» What to produce
Reply with one number only: the count of lines below that contain the word "Keeler".

» Extracted data
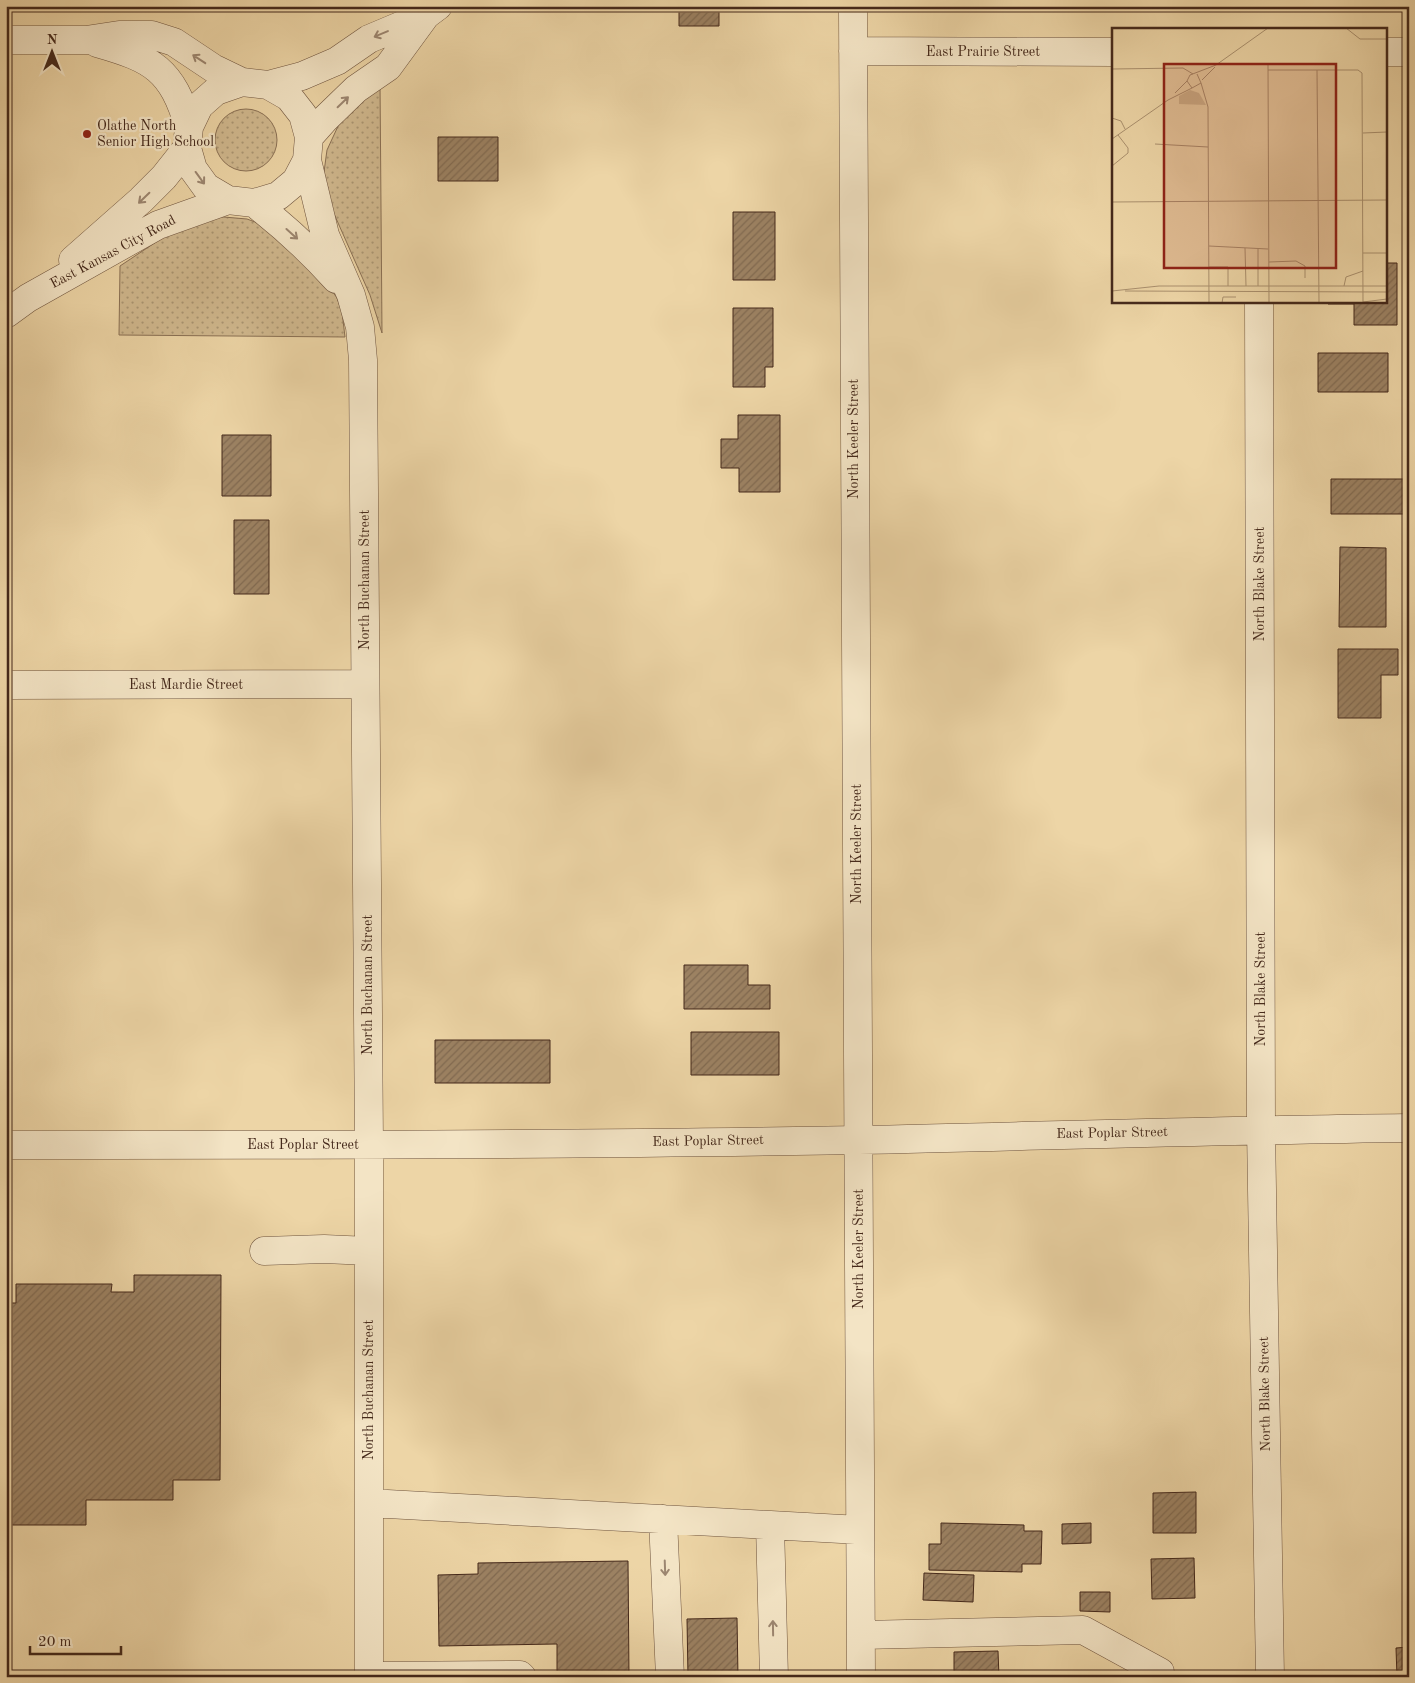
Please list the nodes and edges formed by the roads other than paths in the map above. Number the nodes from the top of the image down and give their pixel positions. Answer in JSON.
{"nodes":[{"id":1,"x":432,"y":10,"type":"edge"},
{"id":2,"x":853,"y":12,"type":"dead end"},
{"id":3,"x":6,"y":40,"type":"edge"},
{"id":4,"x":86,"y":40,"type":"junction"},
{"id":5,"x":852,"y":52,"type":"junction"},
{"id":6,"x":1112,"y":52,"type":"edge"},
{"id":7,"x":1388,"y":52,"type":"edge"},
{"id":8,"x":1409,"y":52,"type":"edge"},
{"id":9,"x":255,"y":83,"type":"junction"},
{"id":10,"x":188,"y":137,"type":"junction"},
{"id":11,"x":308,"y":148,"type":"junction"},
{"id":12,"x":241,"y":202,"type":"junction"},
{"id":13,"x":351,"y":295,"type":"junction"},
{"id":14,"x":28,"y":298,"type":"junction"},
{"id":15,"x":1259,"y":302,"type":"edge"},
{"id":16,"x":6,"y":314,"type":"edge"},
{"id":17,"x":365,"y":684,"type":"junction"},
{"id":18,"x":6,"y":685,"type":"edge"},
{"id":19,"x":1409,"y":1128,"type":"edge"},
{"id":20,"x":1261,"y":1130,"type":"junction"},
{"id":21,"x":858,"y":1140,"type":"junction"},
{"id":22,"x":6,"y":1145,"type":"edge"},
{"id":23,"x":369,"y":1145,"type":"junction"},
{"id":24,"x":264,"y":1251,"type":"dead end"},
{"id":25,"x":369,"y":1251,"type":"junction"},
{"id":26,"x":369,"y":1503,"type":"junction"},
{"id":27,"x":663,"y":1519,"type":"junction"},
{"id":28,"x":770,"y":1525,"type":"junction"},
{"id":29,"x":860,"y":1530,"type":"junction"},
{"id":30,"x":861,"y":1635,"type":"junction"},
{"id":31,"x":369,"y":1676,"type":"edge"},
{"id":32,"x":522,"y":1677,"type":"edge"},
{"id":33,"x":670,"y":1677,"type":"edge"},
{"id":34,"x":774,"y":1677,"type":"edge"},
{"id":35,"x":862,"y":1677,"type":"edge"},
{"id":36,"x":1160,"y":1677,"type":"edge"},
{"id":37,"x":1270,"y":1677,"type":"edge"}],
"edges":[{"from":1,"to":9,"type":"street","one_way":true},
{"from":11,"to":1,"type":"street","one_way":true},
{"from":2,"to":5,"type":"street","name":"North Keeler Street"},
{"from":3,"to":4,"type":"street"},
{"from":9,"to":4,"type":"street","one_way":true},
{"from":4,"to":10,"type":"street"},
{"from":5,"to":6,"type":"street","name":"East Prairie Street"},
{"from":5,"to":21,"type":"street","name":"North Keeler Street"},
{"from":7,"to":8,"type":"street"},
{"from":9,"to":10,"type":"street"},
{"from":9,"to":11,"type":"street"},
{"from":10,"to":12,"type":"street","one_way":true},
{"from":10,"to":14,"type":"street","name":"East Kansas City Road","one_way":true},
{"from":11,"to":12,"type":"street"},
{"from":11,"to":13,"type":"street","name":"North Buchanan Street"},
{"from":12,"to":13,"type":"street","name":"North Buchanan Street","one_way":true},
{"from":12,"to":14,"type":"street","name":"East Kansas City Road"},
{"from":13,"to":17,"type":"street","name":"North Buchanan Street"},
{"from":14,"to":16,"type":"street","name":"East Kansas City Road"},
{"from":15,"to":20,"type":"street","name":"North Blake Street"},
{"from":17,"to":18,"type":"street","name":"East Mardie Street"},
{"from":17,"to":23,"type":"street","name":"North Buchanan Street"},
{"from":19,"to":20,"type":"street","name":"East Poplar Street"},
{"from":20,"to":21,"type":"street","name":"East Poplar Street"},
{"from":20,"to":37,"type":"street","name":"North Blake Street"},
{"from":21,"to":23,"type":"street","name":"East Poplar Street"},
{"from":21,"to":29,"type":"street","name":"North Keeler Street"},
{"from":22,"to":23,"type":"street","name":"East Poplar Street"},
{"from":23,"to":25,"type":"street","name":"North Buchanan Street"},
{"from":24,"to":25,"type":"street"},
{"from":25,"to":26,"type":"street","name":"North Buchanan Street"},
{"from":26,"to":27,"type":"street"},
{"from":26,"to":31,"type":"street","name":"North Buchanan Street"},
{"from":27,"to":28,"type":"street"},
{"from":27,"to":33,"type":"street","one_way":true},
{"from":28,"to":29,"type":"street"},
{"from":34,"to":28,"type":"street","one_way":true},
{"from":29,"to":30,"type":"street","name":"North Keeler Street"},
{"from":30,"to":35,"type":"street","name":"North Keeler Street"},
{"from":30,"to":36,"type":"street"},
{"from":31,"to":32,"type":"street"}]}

...

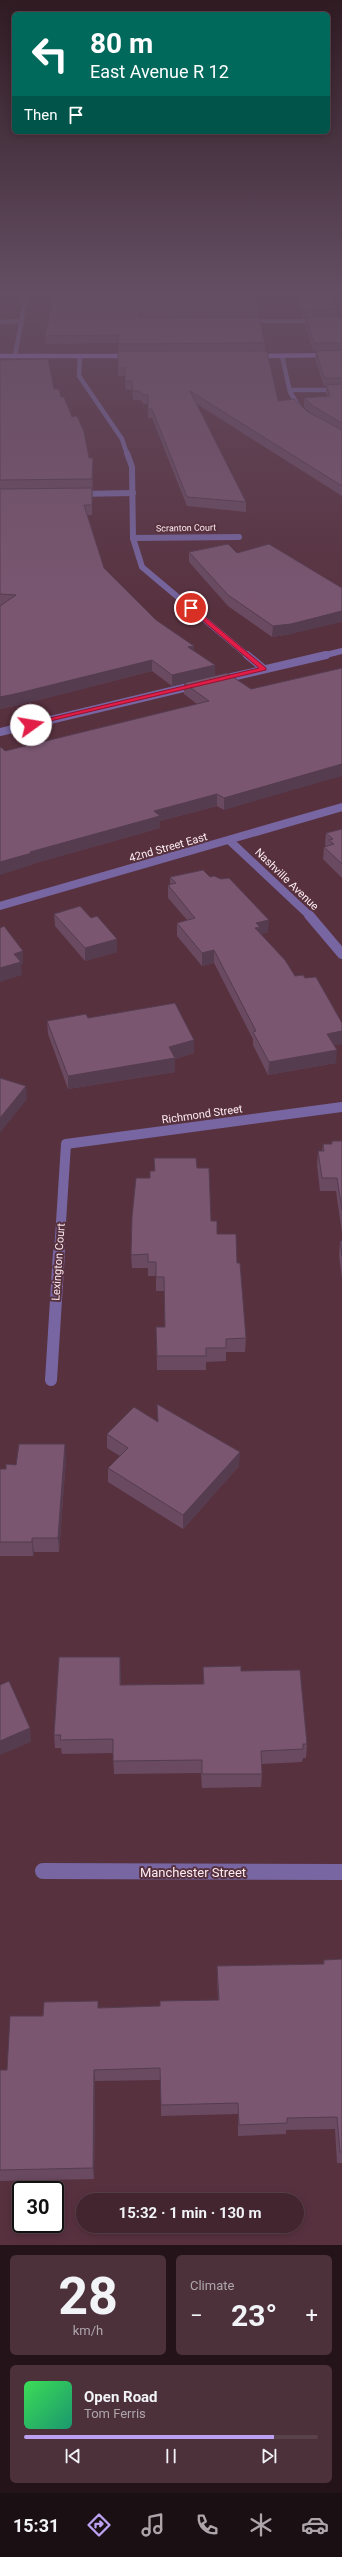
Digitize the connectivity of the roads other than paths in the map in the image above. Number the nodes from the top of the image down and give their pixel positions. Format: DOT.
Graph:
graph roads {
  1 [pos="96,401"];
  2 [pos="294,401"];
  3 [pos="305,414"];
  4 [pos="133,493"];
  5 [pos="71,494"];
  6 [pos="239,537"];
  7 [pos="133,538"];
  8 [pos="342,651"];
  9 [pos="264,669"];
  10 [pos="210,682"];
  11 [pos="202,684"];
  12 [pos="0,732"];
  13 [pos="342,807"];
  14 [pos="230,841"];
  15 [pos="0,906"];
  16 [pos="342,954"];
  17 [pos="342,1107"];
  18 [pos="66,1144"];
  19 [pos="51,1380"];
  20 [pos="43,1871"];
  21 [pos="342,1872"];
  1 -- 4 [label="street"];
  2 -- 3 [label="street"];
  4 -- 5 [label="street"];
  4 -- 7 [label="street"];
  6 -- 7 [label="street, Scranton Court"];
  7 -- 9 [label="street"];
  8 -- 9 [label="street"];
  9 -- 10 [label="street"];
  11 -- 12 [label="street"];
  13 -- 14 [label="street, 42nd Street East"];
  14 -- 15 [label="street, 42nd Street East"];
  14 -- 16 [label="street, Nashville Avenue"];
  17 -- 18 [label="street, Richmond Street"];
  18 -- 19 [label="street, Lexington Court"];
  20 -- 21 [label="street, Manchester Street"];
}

---

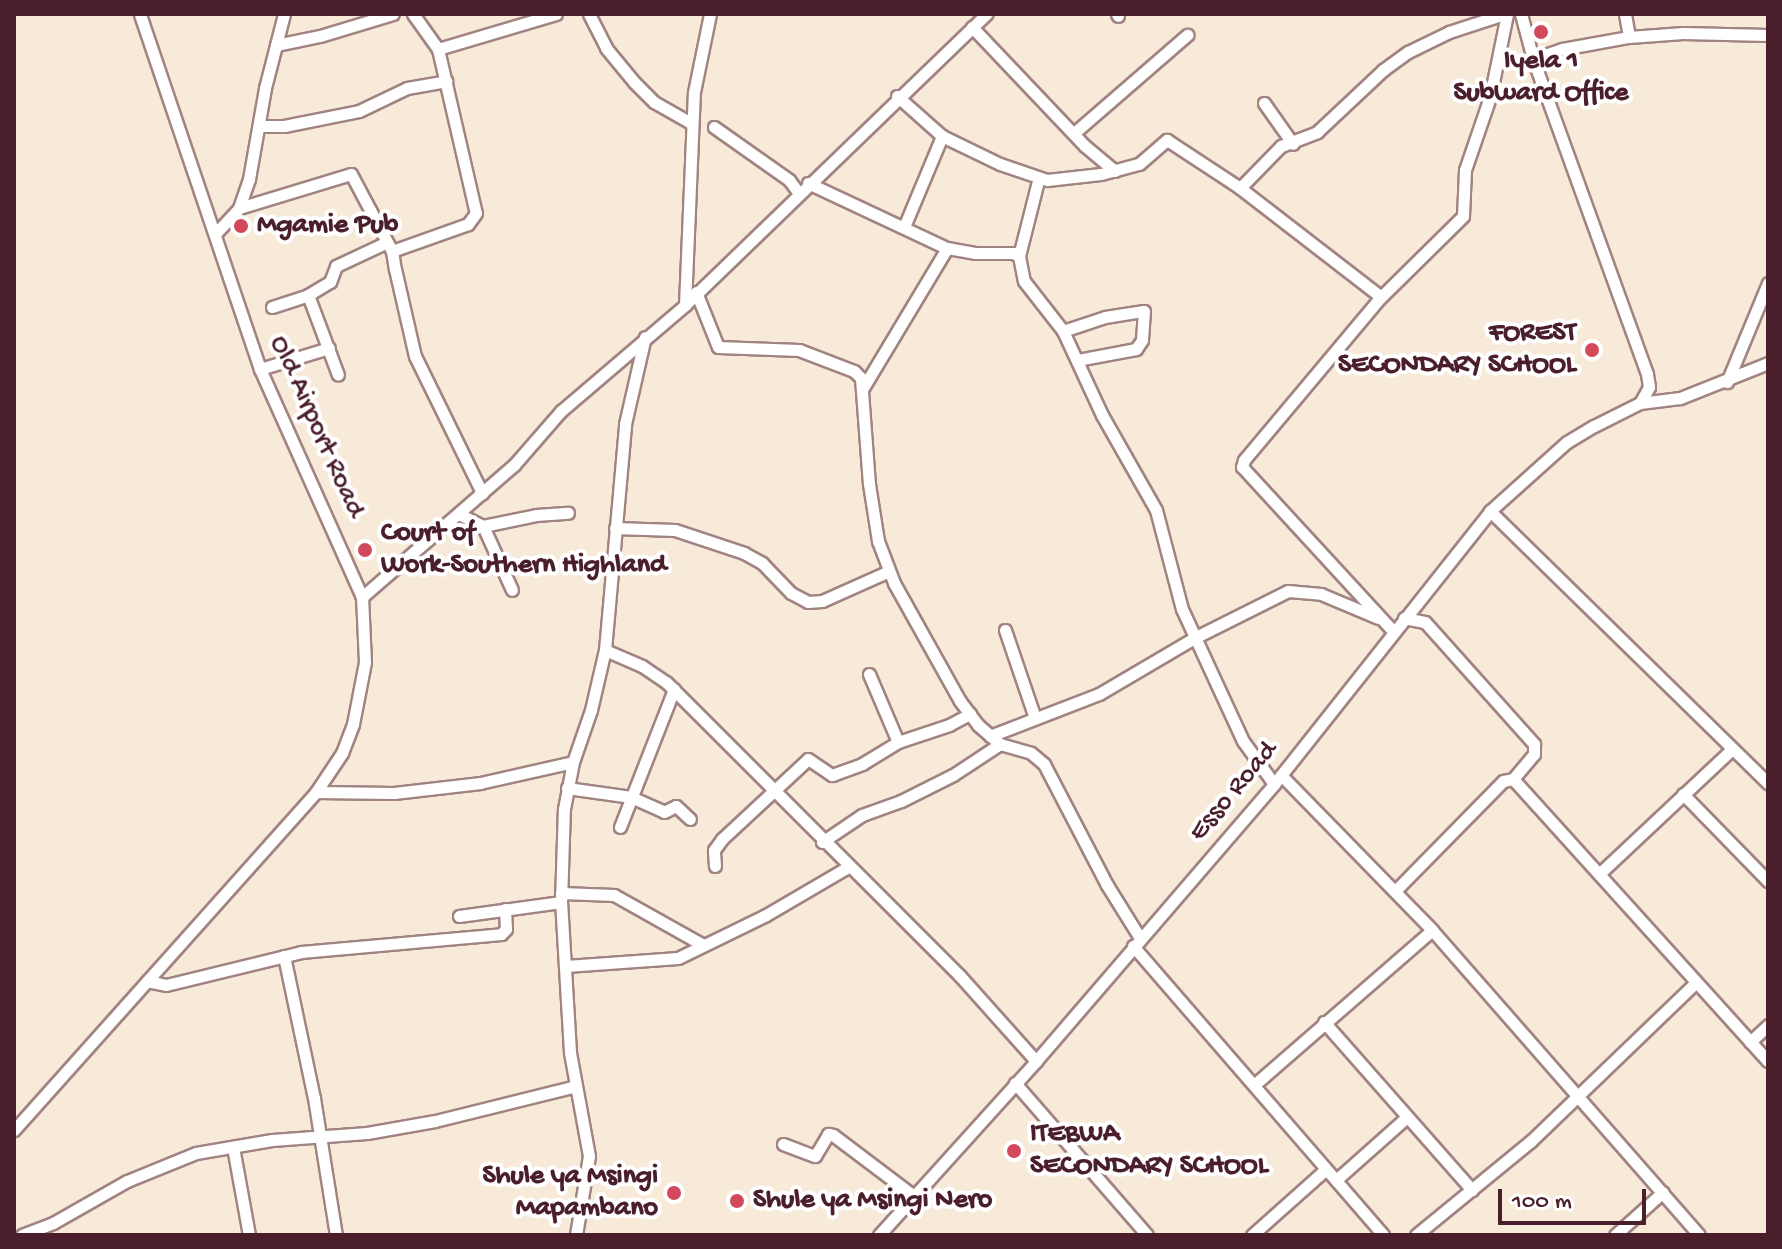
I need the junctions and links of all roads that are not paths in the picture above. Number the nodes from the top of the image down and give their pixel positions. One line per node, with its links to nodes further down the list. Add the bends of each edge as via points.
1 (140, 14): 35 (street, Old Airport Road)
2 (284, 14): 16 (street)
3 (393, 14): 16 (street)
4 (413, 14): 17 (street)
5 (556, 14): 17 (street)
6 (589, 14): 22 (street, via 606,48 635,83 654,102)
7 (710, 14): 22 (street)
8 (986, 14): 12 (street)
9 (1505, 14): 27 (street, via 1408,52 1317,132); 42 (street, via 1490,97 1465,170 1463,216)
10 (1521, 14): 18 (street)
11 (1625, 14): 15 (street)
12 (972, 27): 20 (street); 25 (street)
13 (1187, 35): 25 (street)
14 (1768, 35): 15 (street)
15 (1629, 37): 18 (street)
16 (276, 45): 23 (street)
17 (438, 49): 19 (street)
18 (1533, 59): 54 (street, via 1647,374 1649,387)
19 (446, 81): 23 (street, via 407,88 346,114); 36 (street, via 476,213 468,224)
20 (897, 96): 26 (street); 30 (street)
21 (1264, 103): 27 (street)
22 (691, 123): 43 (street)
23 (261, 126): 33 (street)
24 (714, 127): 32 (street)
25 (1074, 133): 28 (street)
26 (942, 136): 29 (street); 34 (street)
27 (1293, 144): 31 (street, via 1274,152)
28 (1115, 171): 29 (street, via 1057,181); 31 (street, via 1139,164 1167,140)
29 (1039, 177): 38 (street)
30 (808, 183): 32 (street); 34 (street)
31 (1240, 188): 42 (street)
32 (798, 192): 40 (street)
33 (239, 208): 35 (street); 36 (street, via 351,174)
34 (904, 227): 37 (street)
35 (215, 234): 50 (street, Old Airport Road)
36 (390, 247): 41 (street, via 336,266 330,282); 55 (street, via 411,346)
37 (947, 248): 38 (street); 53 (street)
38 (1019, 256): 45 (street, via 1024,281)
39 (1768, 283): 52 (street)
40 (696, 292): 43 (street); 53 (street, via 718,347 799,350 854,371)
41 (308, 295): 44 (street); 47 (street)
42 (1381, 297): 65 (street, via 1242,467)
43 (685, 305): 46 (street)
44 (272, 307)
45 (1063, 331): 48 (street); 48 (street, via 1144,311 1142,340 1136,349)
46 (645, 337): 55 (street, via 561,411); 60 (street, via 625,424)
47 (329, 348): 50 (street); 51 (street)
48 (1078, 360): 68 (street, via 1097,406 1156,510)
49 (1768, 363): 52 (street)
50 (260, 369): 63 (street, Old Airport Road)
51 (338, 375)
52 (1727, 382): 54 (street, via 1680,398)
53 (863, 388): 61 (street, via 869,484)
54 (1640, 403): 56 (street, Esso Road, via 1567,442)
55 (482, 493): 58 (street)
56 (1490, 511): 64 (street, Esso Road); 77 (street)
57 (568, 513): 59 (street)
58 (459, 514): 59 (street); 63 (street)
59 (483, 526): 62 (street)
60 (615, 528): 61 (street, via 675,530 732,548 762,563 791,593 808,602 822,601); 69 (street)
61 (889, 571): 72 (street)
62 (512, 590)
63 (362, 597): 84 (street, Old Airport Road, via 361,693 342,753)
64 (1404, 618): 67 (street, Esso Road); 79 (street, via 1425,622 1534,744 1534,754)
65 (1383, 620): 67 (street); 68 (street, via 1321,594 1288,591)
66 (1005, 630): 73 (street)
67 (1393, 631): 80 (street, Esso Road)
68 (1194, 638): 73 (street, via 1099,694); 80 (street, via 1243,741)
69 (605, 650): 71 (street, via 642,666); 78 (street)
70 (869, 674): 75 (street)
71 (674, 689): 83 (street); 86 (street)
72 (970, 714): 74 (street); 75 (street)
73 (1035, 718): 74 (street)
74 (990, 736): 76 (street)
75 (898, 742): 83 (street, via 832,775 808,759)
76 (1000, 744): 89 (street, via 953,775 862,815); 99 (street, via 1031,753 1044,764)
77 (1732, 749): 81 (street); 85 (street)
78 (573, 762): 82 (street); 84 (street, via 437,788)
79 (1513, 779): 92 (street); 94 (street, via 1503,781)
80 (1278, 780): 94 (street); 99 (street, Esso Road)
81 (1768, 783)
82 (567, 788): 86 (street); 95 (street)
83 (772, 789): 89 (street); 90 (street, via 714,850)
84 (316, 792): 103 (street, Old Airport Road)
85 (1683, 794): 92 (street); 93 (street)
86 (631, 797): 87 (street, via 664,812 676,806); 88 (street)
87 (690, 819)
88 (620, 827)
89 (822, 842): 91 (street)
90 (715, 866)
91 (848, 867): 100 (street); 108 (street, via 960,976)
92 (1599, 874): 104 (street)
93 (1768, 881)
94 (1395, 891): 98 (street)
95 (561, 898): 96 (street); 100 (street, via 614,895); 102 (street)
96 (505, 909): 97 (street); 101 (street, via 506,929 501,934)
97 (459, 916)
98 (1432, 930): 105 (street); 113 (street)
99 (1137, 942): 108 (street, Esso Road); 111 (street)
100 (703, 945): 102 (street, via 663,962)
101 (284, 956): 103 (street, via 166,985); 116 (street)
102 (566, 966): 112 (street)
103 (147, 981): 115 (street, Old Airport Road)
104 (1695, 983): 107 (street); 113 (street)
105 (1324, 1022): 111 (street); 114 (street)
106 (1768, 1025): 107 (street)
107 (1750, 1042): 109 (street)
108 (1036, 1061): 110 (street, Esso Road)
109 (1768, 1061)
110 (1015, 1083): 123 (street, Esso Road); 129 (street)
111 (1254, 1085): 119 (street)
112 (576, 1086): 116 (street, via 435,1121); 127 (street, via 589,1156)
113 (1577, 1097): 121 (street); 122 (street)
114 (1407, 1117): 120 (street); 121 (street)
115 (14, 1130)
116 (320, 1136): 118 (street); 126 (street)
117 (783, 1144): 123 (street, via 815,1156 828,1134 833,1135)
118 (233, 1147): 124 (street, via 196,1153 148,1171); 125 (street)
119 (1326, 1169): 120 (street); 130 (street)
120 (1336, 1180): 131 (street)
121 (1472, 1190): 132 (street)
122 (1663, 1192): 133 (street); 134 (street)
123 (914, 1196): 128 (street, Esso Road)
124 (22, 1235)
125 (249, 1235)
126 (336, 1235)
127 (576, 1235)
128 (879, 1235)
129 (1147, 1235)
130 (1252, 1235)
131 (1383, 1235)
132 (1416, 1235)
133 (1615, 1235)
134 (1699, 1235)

» Task solution
5